İmam-ı Zaman’ın Zuhur Alametleri
Şunu iyi bilin ki İmam-ı Zaman’ın zuhuru apaçık bir burhan, şeffaf bir yol ve aşikâr delillerin yanı sıra Yüce Allah’ın özel inayeti ve yardımıyla birlikte olacaktır. Böylece Allah’ın hücceti hiçbir mümine gizli kalmayacak, hiçbir hak talibi onun yol ve yönteminden sapmayacaktır. Dolayısıyla zuhurun alametleri konusunda aceleci davranan kimse kendisini saptırmış olur. Yüce Allah hiçbir zaman kullarının aceleciliği ve telaşından dolayı acele etmez.
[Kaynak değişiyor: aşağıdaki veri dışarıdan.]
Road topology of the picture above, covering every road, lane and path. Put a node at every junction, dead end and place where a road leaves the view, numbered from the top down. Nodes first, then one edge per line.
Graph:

Gaybet Döneminde Halkın Merci
Gaybet döneminde halkın dinle ilgili konulardaki mercii, takva sahibi olan âlimlerdir ki ilim ve amel konusunda sınanmışlar, nefsani heveslerden ve sapkınlıktan uzak durdukları malum olmuştur. Nitekim Şia mezhebi GaybetiSuğra’dan başlayıp günümüze kadar hep bu minval üzere hareket etmiştir.
İmam-ı Zaman’a Ulaşmanın Yolu
Hiç kuşkusuz o hazrete itaat edip yaklaşmanın yöntemi, onun hoşnutluğunu kazanmanın yolu, dinin hükümlerine ve yaslarına bağlı olmak, ahlaki erdemlerle donanmakla birlikte çirkin ve hoş olmayan davranışlardan uzaklaşmak, amellerini, mezhebin büyükleri ve âlimleri olarak tanınmış ulema ve diğer basiret sahibi kimselerin yaşam tarzına uygun hale getirmektir. Nitekim masum imamların yaşamı döneminden günümüze kadar hep böyle olmuştur.
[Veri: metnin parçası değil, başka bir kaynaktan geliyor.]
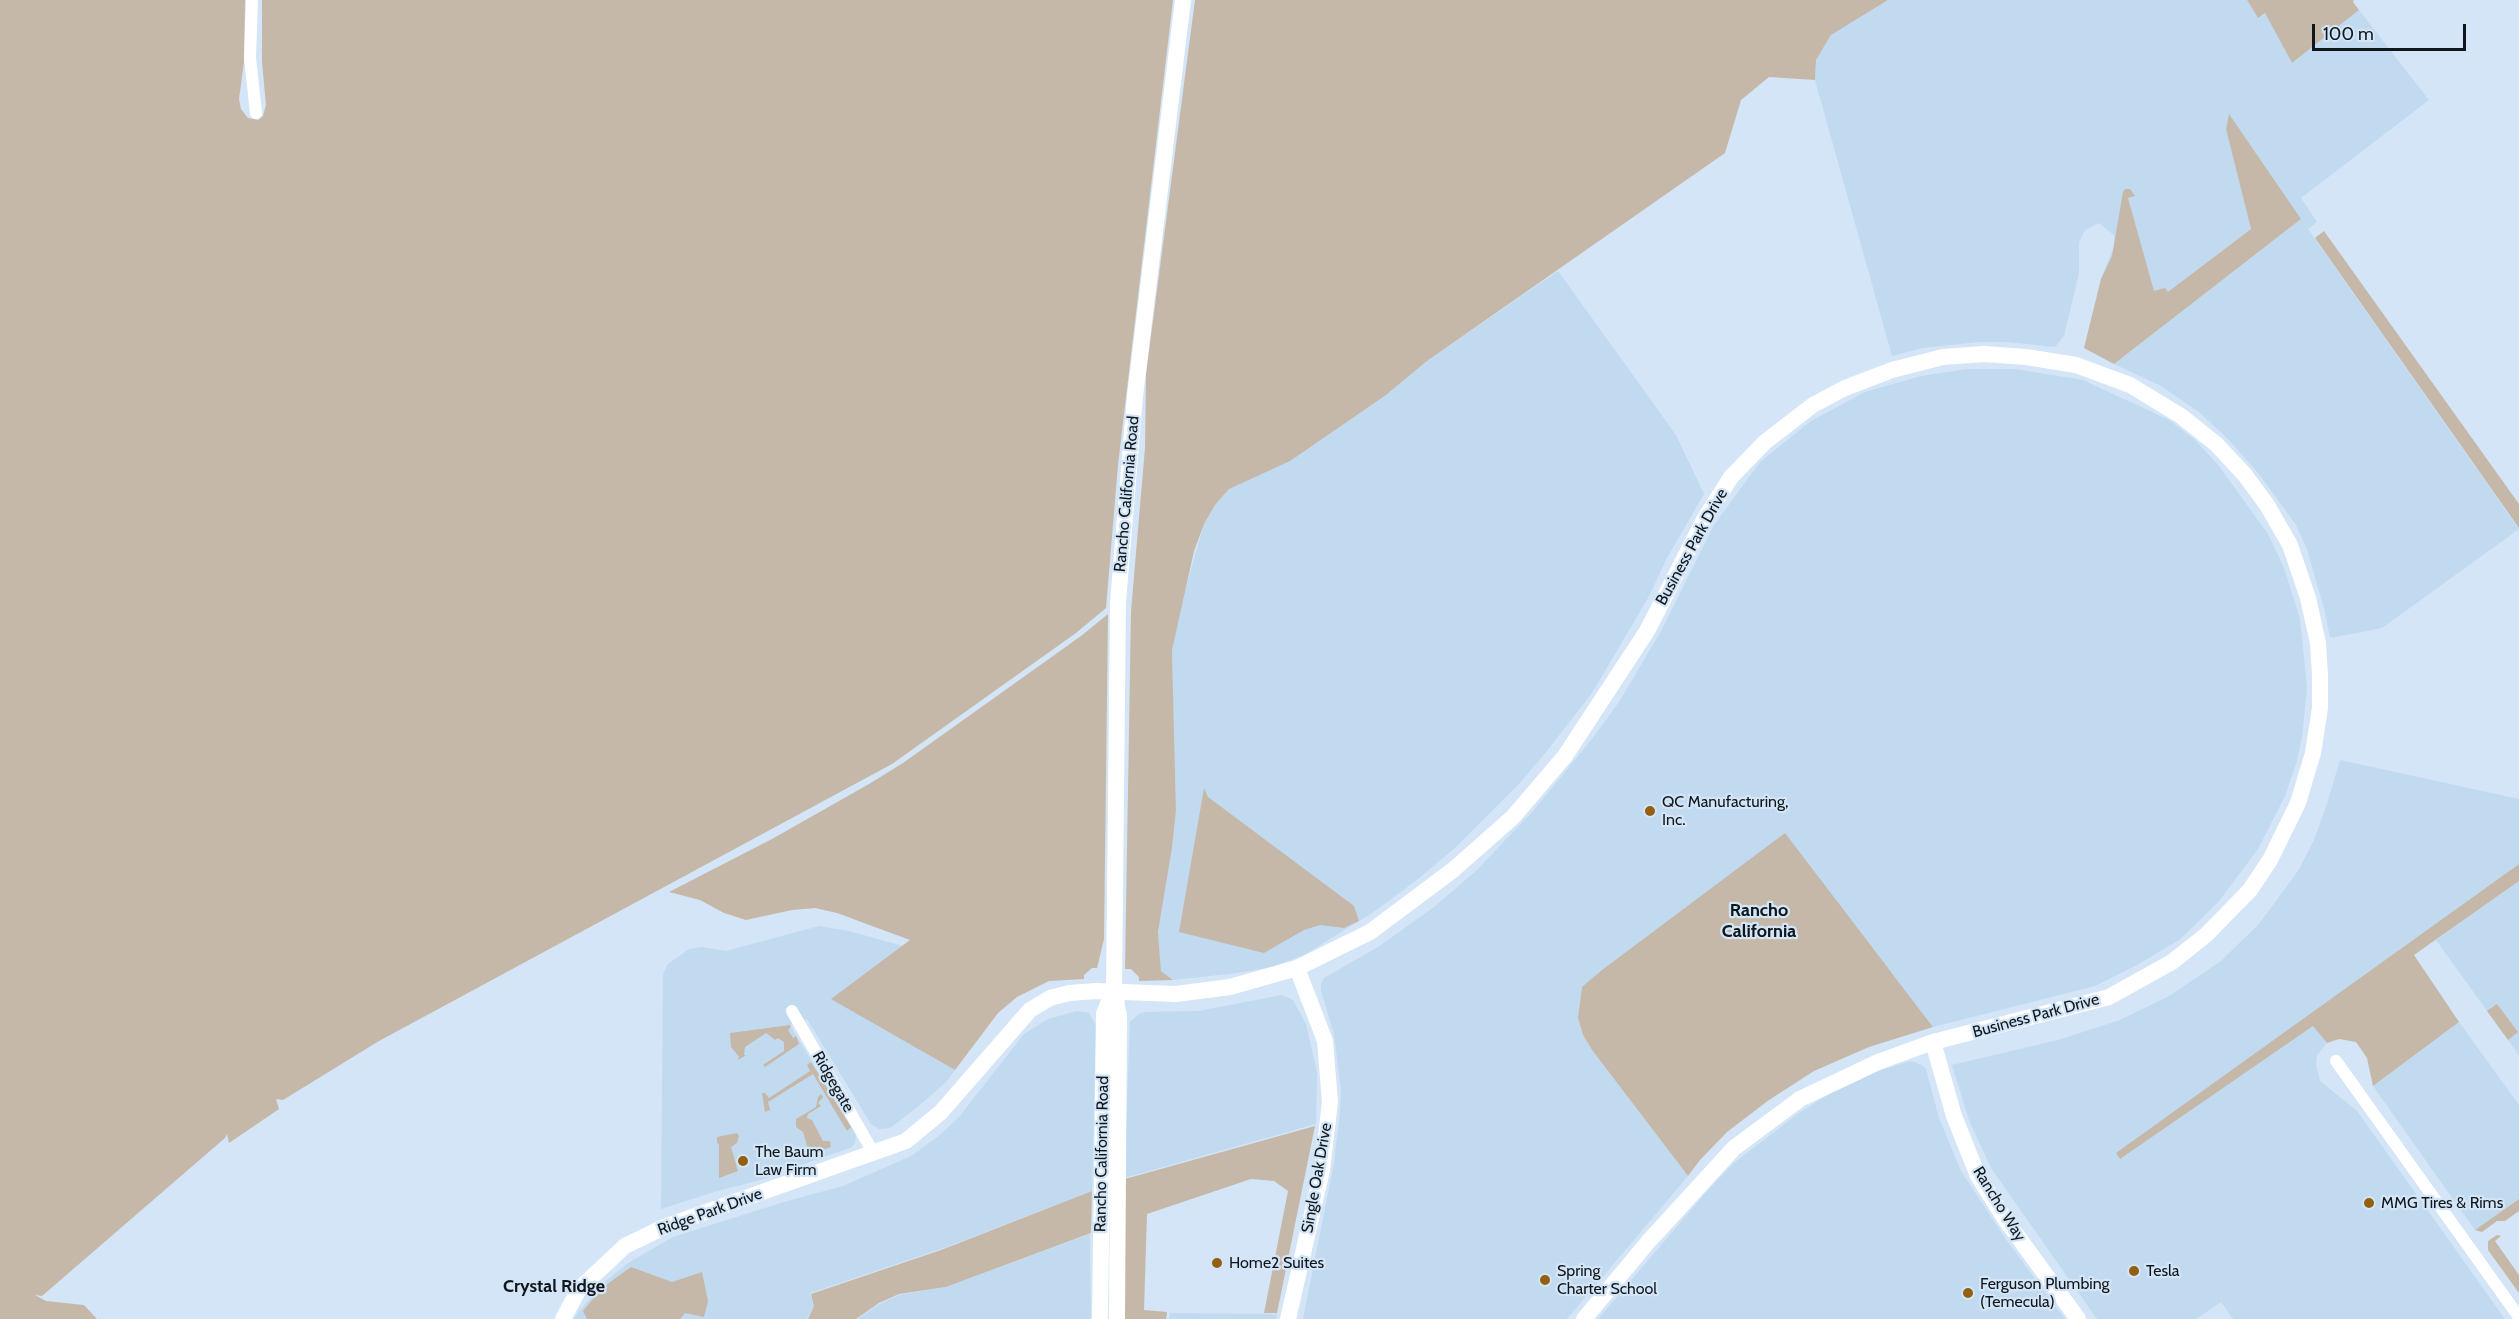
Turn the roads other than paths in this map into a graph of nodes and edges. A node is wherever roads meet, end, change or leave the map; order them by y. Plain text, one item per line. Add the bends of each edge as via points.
1 (252, 0) edge
2 (1183, 0) edge
3 (256, 113) dead end
4 (1297, 968) junction
5 (1114, 990) junction
6 (792, 1011) dead end
7 (1933, 1042) junction
8 (2336, 1061) dead end
9 (873, 1152) junction
10 (2519, 1317) edge
11 (563, 1319) edge
12 (1100, 1319) edge
13 (1117, 1319) edge
14 (1288, 1319) edge
15 (1584, 1319) edge
16 (2078, 1319) edge

1 - 3 street via 250,58
2 - 5 street, Rancho California Road via 1135,396 1120,571
4 - 5 street, Business Park Drive via 1202,992
4 - 7 street, Business Park Drive via 1370,932 1454,870 1513,817 1565,756 1647,631 1705,518 1731,477 1765,442 1813,405 1845,388 1943,357 1984,354 2076,365 2145,393 2207,437 2245,475 2290,545 2318,643 2320,708 2309,774 2287,828 2250,890 2206,935 2172,962 2109,997
4 - 14 street, Single Oak Drive via 1325,1041 1330,1102 1322,1170
5 - 9 street, Ridge Park Drive via 1069,993 1050,998 1030,1010 941,1112 906,1141
5 - 12 street, Rancho California Road via 1104,1014
5 - 13 street, Rancho California Road via 1119,1016
6 - 9 street, Ridgegate
7 - 15 street, Business Park Drive via 1878,1062 1800,1099 1734,1148
7 - 16 street, Rancho Way via 1954,1116 1978,1176
8 - 10 street
9 - 11 street, Ridge Park Drive via 664,1227 625,1246 579,1289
Zuhur Alametleri Hakkındaki Rivayetler
Şunu iyi bilin ki zuhur alametlerinin ayrıntıları hakkında gelen rivayetler, imamlarımızın diğer rivayetleri gibidir. Onlara amel edebilmek için uzman ve ihtisas sahibi olan kimselere müracaat etmek gerekir. Böylece doğrusunu eğrisinden ve muhkemini müteşabihinden ayırt etme imkânı bulunur. Rivayetlerin birbiriyle çelişmesi halinde de onlardan kabule uygun olanı tercih edilir. Fakat tahmin ve zan, rivayetlerin açıklamasında başvurulacak sahih bir yöntem değildir. Hiç kuşkusuz zan, haktan hiçbir şeyin yerine geçmez.
Zuhur Alametleri ve İki Güruhun Sürçmesi
Zuhur alametlerinin tatbiki konusunda iki güruhun ayakları kayacaktır:
1- Onların tatbikinde –niyeti iyi olsa bile – aceleci davrananlar. Onlar doğru yöntemleri ve bu tür rivayetleri anlamada gerekli olan temel hususları riayet etmezler. Bu yüzden büyük bir hataya düşerler ve istemedikleri halde garezli kimselerin önünü açarlar. Eğer bu konuda tarihe bakacak olursanız görürsünüz ki zuhur alametlerini çeşitli zamanlarda defalarca tatbik etmişlerdir, her defasında da yanlışları aşikâr olmuştur. Bununla birlikte yine alametleri tatbik etmeye devam etmişlerdir.
2- Nefsin tabi olan bir güruh kimse de kendi taraftarlarını aldatmak ve çabuk inanan saf insanları saflarına katmak için sapkınlık sancakları açmışlar; zuhur alametleri konusunda gelmiş birtakım zayıf ve müteşabih rivayetleri de toplayıp zorlama izahlarla kendi hareketlerine tatbik etmişlerdir. Sonra da insanları boş arzularla ümitlendirmişler, batıl iddialarla onların kalplerini şüphelerle doldurmuşlardır.
Bir rivayete göre Emirulmuminin İmam Ali (a.s) şöyle buyurmuştur: Şüpheden ve hakkı örtmekten kaçının; zira uzun zamandan beri fitne siyah perdelerini yaymış ve onun karanlığı gözlere çöküvermiştir. Yine şöyle buyurmuştur: Fitneler geldiğinde hakka benzer, arkasını dönüp gittiğinde ise uykudan uyandırır. Geldiğinde tanınmaz ama gittiğinde tanınır.
Yüce Allah’tan müminleri, fitnelerin ve batıl nefsani arzuların şerrinden korumasını; onları gerçek müntezirlerden (İmam-ı Zaman’ı bekleyenlerden) kılmasını niyaz ederiz. Hadis-i şerifte şöyle gelmiştir: Bizim ferecimizi beklerken ölen kimse, Hz. Kâim’in yanında kıyam eden kimseyle aynı rütbededir.